Gault’s attitude encapsulates a tension inherent in the very idea of Prairie writing and publishing. It speaks of the kind of adventurous, expansionist mentality that opened up the west in the first place – a pioneer spirit that Hurtig embodied, and that can still be felt halfway into the second decade of the 21st century – and also of a reticence to hitch one’s wagon to a region that frequently gets overlooked.
“I live in Regina,” says Gault, “and I’m writing about an area in rural Saskatchewan that I don’t live in and wouldn’t actually want to, because I like cities. So, I am apart from it. I am looking at it from a distance. And I think distance is important.”
The urban/rural divide looms large in the mythology of the Prairies. A huge expanse of land, comprising three provinces spread out over 1.78 million square kilometres, the Prairies are nevertheless sparsely populated – the entire province of Manitoba has fewer people than are packed into Metropolitan Toronto. But a thriving economy, largely based in the energy sector, has spurred migration to the region, especially Alberta. According to a 2014 National Post article, Alberta is on track to take over from B.C. as Canada’s third most populous province (after Ontario and Quebec) by the year 2038.
“There is something peculiar about Winnipeg that actually holds people and in some cases is attracting people from other centres” – Gregg Shilliday
Yet, according to Maurice Mierau, editor of the Winnipeg Review, despite it boasting a wealth of talented writers, especially in the area of fiction, young people with ambitions to publish seem to be fleeing the region.

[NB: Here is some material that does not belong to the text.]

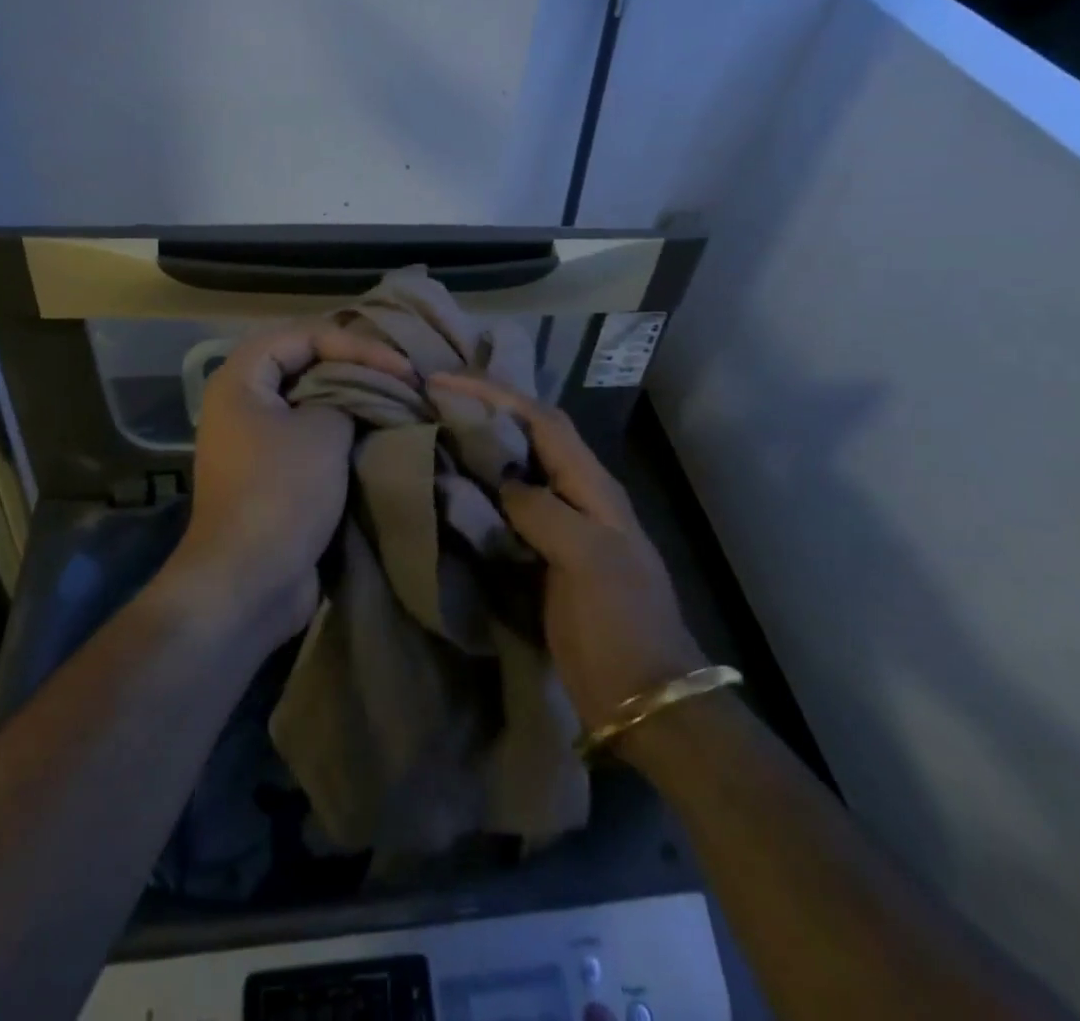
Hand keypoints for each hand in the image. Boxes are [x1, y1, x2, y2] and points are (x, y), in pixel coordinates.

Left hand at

Mierau enumerates the regional writers who have made a mark on the national literary scene – people like Guy Vanderhaeghe, Sandra Birdsell, Miriam Toews, and David Bergen – but notes that they are all “at least in their fifties.” Ambitious younger writers who want to make a name for themselves, Mierau says, don’t stay put the way they used to.
“A lot of talented younger people who are interested in writing are leaving the region. There’s been a few tourists who checked out the oil sands then fled back to Coach House to publish their books. But, I don’t see those people making their careers here, the way it happened in previous generations.”
At least one locale remains immune to this so-called “brain drain,” according to Gregg Shilliday, founder of Great Plains. The city of Winnipeg remains attractive to young writers and other artists, Shilliday claims.
“There is something peculiar about Winnipeg that actually holds people and in some cases is attracting people from other centres,” he says. “For every Miriam Toews who has moved out to Toronto, I’d say that probably a few Torontonians, and certainly Calgarians and Edmontonians and so on, moved here because it’s a little bit cheaper and there’s a good music scene.”